Source data Start Marker
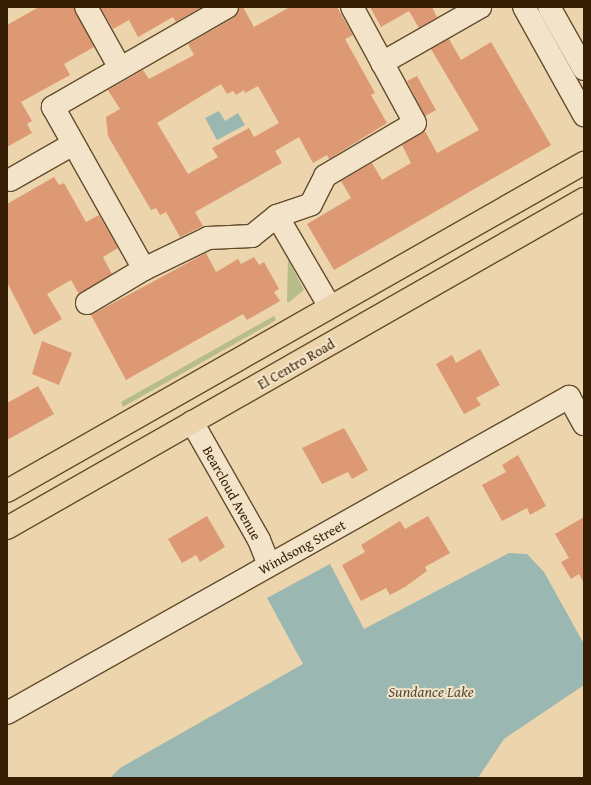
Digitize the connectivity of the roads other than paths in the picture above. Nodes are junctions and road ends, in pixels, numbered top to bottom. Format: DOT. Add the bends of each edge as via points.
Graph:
Source data End Marker
Source data Start Marker
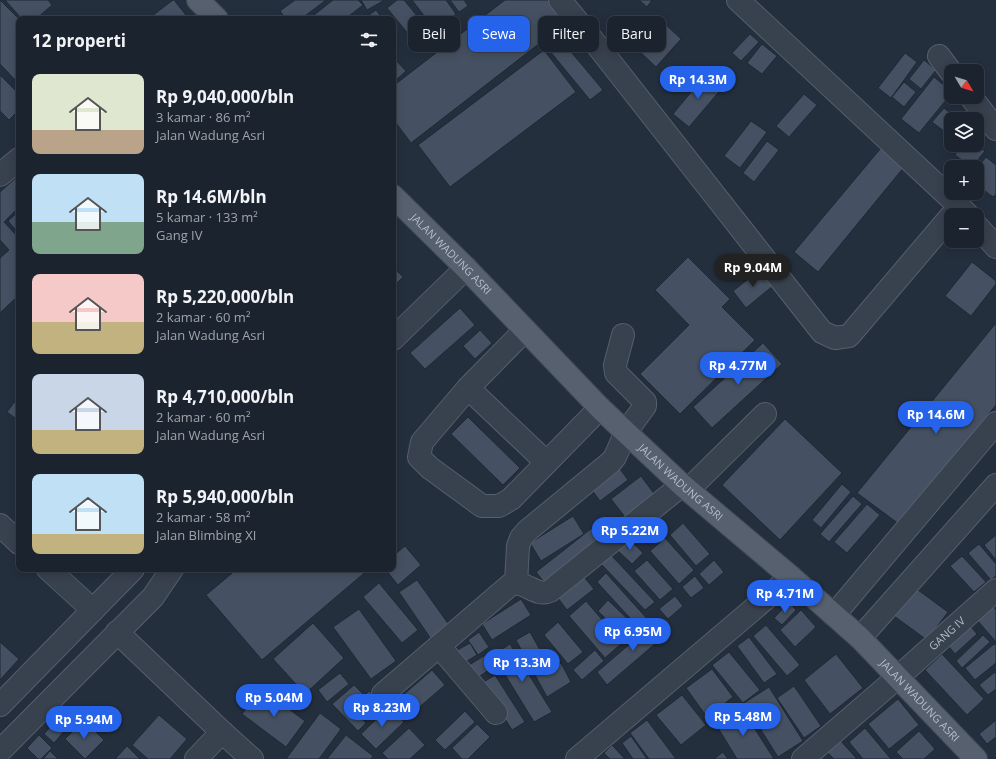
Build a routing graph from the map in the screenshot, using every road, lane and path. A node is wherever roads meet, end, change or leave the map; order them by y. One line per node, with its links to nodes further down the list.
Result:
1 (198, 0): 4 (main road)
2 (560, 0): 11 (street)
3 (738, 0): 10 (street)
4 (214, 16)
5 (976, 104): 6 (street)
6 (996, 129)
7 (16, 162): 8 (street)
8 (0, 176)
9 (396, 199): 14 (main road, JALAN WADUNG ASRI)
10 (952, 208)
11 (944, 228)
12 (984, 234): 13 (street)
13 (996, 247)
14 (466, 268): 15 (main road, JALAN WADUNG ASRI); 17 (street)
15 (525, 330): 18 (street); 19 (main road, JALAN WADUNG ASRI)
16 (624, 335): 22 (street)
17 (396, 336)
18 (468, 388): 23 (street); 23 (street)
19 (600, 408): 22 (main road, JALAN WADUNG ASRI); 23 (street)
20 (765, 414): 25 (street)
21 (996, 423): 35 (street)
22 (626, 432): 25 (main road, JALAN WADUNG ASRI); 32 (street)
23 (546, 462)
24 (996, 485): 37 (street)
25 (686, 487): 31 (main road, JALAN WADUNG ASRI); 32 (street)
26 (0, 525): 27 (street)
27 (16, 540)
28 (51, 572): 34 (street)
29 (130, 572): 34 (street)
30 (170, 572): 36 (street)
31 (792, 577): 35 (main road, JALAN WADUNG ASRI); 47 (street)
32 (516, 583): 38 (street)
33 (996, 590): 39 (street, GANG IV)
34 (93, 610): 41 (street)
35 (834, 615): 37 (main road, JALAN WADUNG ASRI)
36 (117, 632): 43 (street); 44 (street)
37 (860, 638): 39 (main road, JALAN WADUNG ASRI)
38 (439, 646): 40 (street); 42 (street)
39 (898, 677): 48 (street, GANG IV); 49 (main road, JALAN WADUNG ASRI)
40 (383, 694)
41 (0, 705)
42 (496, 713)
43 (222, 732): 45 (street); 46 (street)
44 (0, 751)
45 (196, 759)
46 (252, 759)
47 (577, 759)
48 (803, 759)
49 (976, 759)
Source data End Marker
▶ _What this task involves_:
How many lines of the listing hold the string "roads"? Give the number alone.

▶ _Written response_:
2